Tempi bui per la libertà d’opinione. Andiamo verso il «deserto dei diritti» e nemmeno ce ne accorgiamo. Parole che non stonano nel posto in cui sono state pronunciate, cioè l’assemblea di Sinistra democratica che si è tenuta a Chianciano terme. Se non fosse che a pronunciarle è stato Antonino Ingroia, sostituto procuratore alla Direzione distrettuale antimafia di Palermo. Il magistrato ha parlato dallo stesso palco di Claudio Fava, Gavino Angius e Martin Schulz (il capogruppo del Pse al Parlamento europeo). «Essere qui mi consente di intervenire e parlare su temi che dovrebbero stare a cuore a tutti, ma in questi tempi bui - e temo che saranno ancora più bui, prossimamente, per la libertà d’opinione nel nostro paese, oltre che per la libertà di stampa - temo che le occasioni per un magistrato di dire ciò che pensa su ciò che si sta facendo della giustizia e della legalità in Italia saranno sempre più ristrette».

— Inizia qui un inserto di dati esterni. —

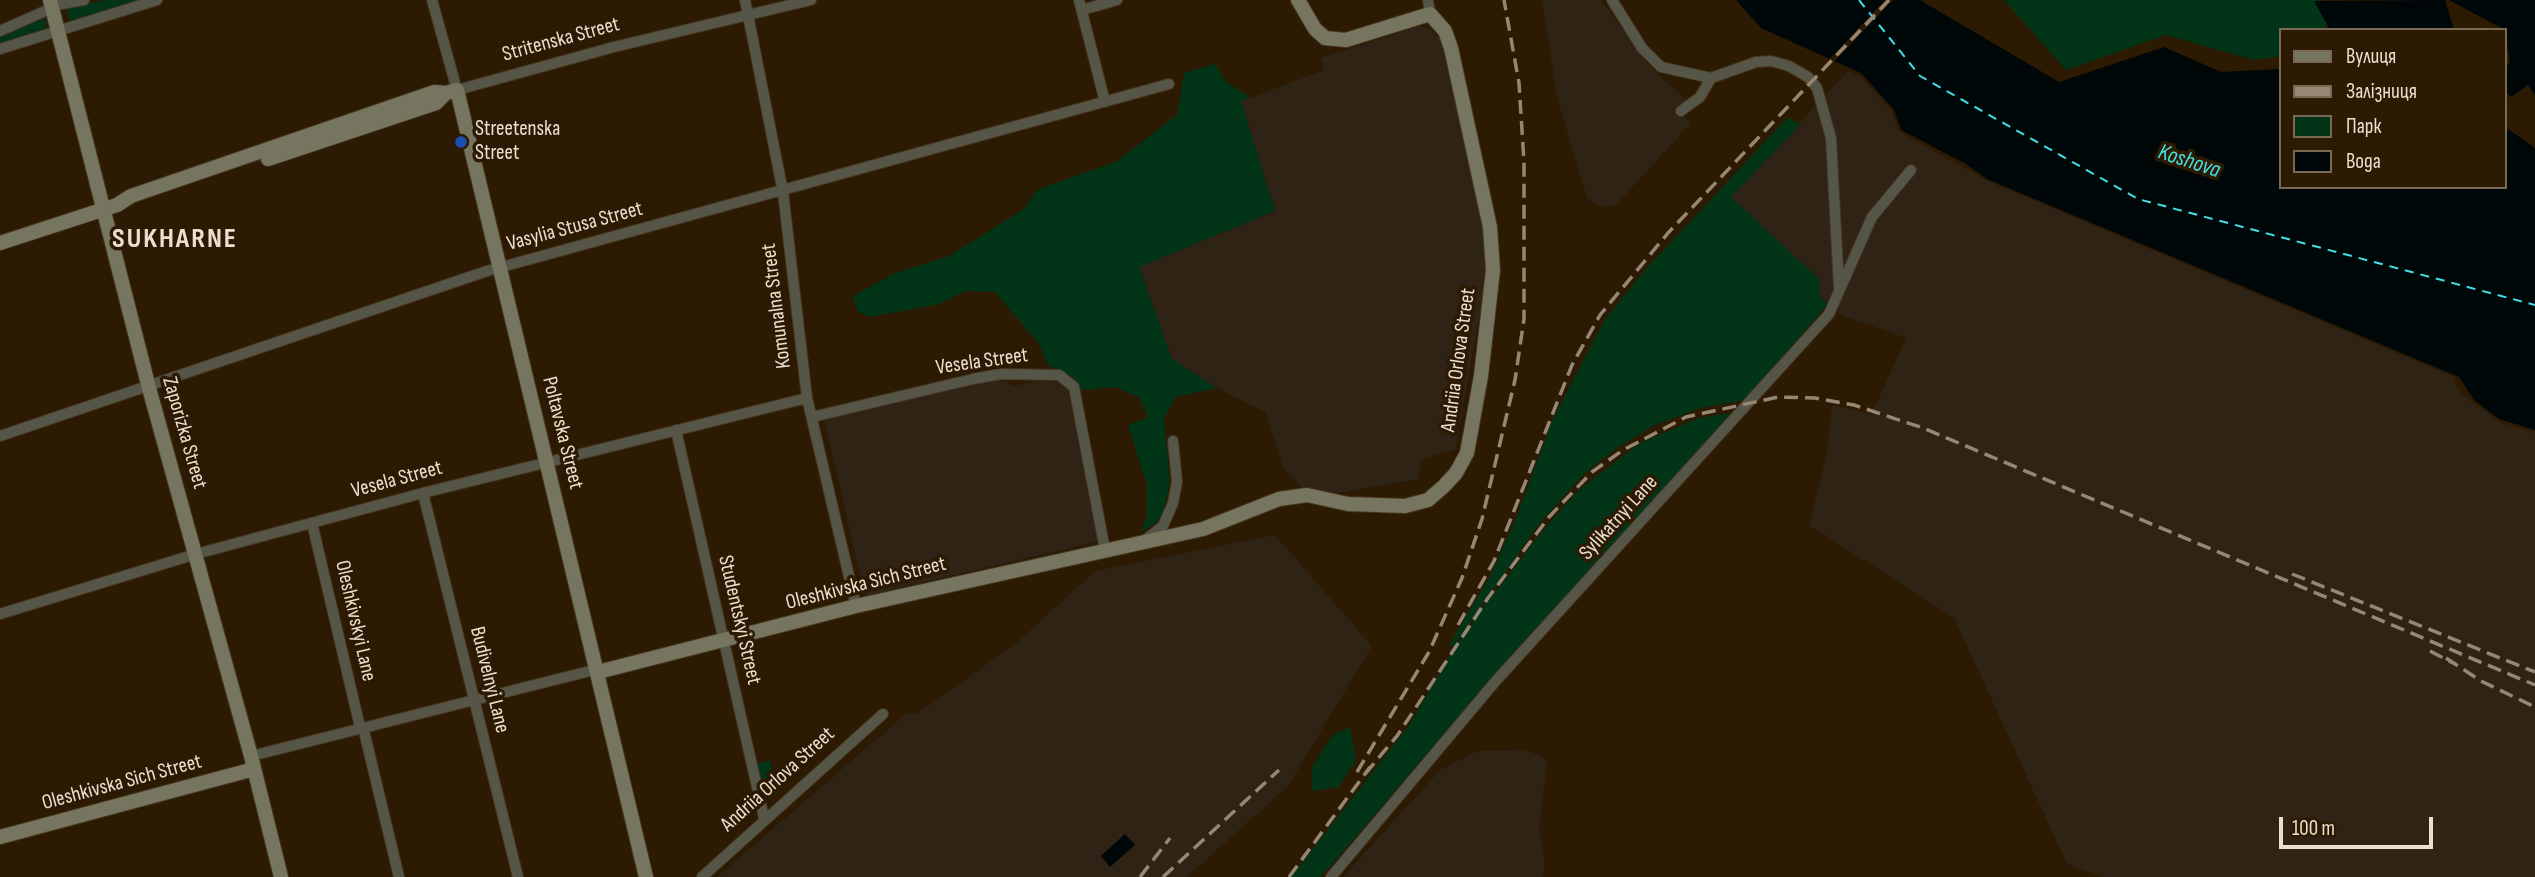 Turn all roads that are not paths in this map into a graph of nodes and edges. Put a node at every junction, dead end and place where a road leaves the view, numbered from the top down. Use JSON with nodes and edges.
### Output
{"nodes":[{"id":1,"x":84,"y":0,"type":"edge"},
{"id":2,"x":157,"y":0,"type":"edge"},
{"id":3,"x":432,"y":0,"type":"edge"},
{"id":4,"x":745,"y":0,"type":"edge"},
{"id":5,"x":811,"y":0,"type":"edge"},
{"id":6,"x":1117,"y":0,"type":"edge"},
{"id":7,"x":1298,"y":0,"type":"edge"},
{"id":8,"x":1612,"y":0,"type":"edge"},
{"id":9,"x":51,"y":4,"type":"edge"},
{"id":10,"x":1080,"y":5,"type":"edge"},
{"id":11,"x":1429,"y":7,"type":"edge"},
{"id":12,"x":749,"y":17,"type":"junction"},
{"id":13,"x":0,"y":31,"type":"edge"},
{"id":14,"x":58,"y":32,"type":"junction"},
{"id":15,"x":0,"y":48,"type":"edge"},
{"id":16,"x":1711,"y":78,"type":"junction"},
{"id":17,"x":1169,"y":84,"type":"dead end"},
{"id":18,"x":451,"y":92,"type":"junction"},
{"id":19,"x":1105,"y":102,"type":"junction"},
{"id":20,"x":1681,"y":111,"type":"dead end"},
{"id":21,"x":1911,"y":170,"type":"dead end"},
{"id":22,"x":783,"y":192,"type":"junction"},
{"id":23,"x":114,"y":206,"type":"junction"},
{"id":24,"x":0,"y":243,"type":"edge"},
{"id":25,"x":501,"y":267,"type":"junction"},
{"id":26,"x":1839,"y":291,"type":"junction"},
{"id":27,"x":149,"y":388,"type":"junction"},
{"id":28,"x":807,"y":398,"type":"junction"},
{"id":29,"x":812,"y":417,"type":"junction"},
{"id":30,"x":676,"y":430,"type":"junction"},
{"id":31,"x":0,"y":436,"type":"edge"},
{"id":32,"x":1173,"y":441,"type":"dead end"},
{"id":33,"x":547,"y":461,"type":"junction"},
{"id":34,"x":423,"y":493,"type":"junction"},
{"id":35,"x":312,"y":523,"type":"junction"},
{"id":36,"x":1144,"y":541,"type":"junction"},
{"id":37,"x":1105,"y":550,"type":"junction"},
{"id":38,"x":196,"y":554,"type":"junction"},
{"id":39,"x":856,"y":606,"type":"junction"},
{"id":40,"x":0,"y":614,"type":"edge"},
{"id":41,"x":725,"y":642,"type":"junction"},
{"id":42,"x":598,"y":670,"type":"junction"},
{"id":43,"x":473,"y":698,"type":"junction"},
{"id":44,"x":883,"y":715,"type":"dead end"},
{"id":45,"x":362,"y":727,"type":"junction"},
{"id":46,"x":252,"y":762,"type":"junction"},
{"id":47,"x":764,"y":818,"type":"junction"},
{"id":48,"x":0,"y":837,"type":"edge"},
{"id":49,"x":281,"y":877,"type":"edge"},
{"id":50,"x":399,"y":877,"type":"edge"},
{"id":51,"x":518,"y":877,"type":"edge"},
{"id":52,"x":646,"y":877,"type":"edge"},
{"id":53,"x":702,"y":877,"type":"edge"},
{"id":54,"x":1331,"y":877,"type":"edge"}],
"edges":[{"from":1,"to":9,"type":"street"},
{"from":2,"to":14,"type":"street"},
{"from":3,"to":18,"type":"street","name":"Poltavska Street"},
{"from":4,"to":12,"type":"street","name":"Komunalna Street"},
{"from":5,"to":12,"type":"street","name":"Stritenska Street"},
{"from":6,"to":10,"type":"street"},
{"from":7,"to":11,"type":"street","name":"Andriia Orlova Street"},
{"from":8,"to":16,"type":"street"},
{"from":9,"to":13,"type":"street"},
{"from":9,"to":14,"type":"street","name":"Zaporizka Street"},
{"from":10,"to":19,"type":"street"},
{"from":11,"to":36,"type":"street","name":"Andriia Orlova Street"},
{"from":12,"to":18,"type":"street","name":"Stritenska Street"},
{"from":12,"to":22,"type":"street","name":"Komunalna Street"},
{"from":14,"to":15,"type":"street"},
{"from":14,"to":23,"type":"street","name":"Zaporizka Street"},
{"from":16,"to":20,"type":"street"},
{"from":16,"to":26,"type":"street"},
{"from":17,"to":19,"type":"street","name":"Vasylia Stusa Street"},
{"from":18,"to":23,"type":"street","name":"Stritenska Street"},
{"from":18,"to":25,"type":"street","name":"Poltavska Street"},
{"from":19,"to":22,"type":"street","name":"Vasylia Stusa Street"},
{"from":21,"to":26,"type":"street","name":"Sylikatnyi Lane"},
{"from":22,"to":25,"type":"street","name":"Vasylia Stusa Street"},
{"from":22,"to":28,"type":"street","name":"Komunalna Street"},
{"from":23,"to":24,"type":"street","name":"Stritenska Street"},
{"from":23,"to":27,"type":"street","name":"Zaporizka Street"},
{"from":25,"to":27,"type":"street","name":"Vasylia Stusa Street"},
{"from":25,"to":33,"type":"street","name":"Poltavska Street"},
{"from":26,"to":54,"type":"street","name":"Sylikatnyi Lane"},
{"from":27,"to":31,"type":"street","name":"Vasylia Stusa Street"},
{"from":27,"to":38,"type":"street","name":"Zaporizka Street"},
{"from":28,"to":29,"type":"street","name":"Komunalna Street"},
{"from":28,"to":30,"type":"street","name":"Vesela Street"},
{"from":29,"to":37,"type":"street","name":"Vesela Street"},
{"from":29,"to":39,"type":"street","name":"Komunalna Street"},
{"from":30,"to":33,"type":"street","name":"Vesela Street"},
{"from":30,"to":41,"type":"street","name":"Studentskyi Street"},
{"from":32,"to":36,"type":"street"},
{"from":33,"to":34,"type":"street","name":"Vesela Street"},
{"from":33,"to":42,"type":"street","name":"Poltavska Street"},
{"from":34,"to":35,"type":"street","name":"Vesela Street"},
{"from":34,"to":43,"type":"street","name":"Budivelnyi Lane"},
{"from":35,"to":38,"type":"street","name":"Vesela Street"},
{"from":35,"to":45,"type":"street","name":"Oleshkivskyi Lane"},
{"from":36,"to":37,"type":"street","name":"Oleshkivska Sich Street"},
{"from":37,"to":39,"type":"street","name":"Oleshkivska Sich Street"},
{"from":38,"to":40,"type":"street","name":"Vesela Street"},
{"from":38,"to":46,"type":"street","name":"Zaporizka Street"},
{"from":39,"to":41,"type":"street","name":"Oleshkivska Sich Street"},
{"from":41,"to":42,"type":"street","name":"Oleshkivska Sich Street"},
{"from":41,"to":47,"type":"street","name":"Studentskyi Street"},
{"from":42,"to":43,"type":"street","name":"Oleshkivska Sich Street"},
{"from":42,"to":52,"type":"street","name":"Poltavska Street"},
{"from":43,"to":45,"type":"street","name":"Oleshkivska Sich Street"},
{"from":43,"to":51,"type":"street","name":"Budivelnyi Lane"},
{"from":44,"to":47,"type":"street","name":"Andriia Orlova Street"},
{"from":45,"to":46,"type":"street","name":"Oleshkivska Sich Street"},
{"from":45,"to":50,"type":"street","name":"Oleshkivskyi Lane"},
{"from":46,"to":48,"type":"street","name":"Oleshkivska Sich Street"},
{"from":46,"to":49,"type":"street","name":"Zaporizka Street"},
{"from":47,"to":53,"type":"street","name":"Andriia Orlova Street"}]}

Il giudice ha passato in rassegna tutte le cose che secondo lui non vanno, che vanno dalle norme adottate dal governo in tema di sicurezza, al limiti alle intercettazioni telefoniche. Fino all’uso dell’esercito per contrastare la criminalità. «Noi stessi non ce ne rendiamo conto - ha spiegato ai militanti del partito a sinistra del Pd - perché stiamo passando di assuefazione in assuefazione, ma siamo ben al di là della legislazione d’assedio all’informazione libera e all’indipendenza della magistratura degli anni passati, o della legislazione ad personam. Andiamo diritti verso il deserto dei diritti. Temo che non ci sia - ha concluso - sufficiente consapevolezza della posta in gioco». Insomma, il rischio per la democrazia c’è. E’ enorme. Ma sono gli italiani che non se ne accorgono.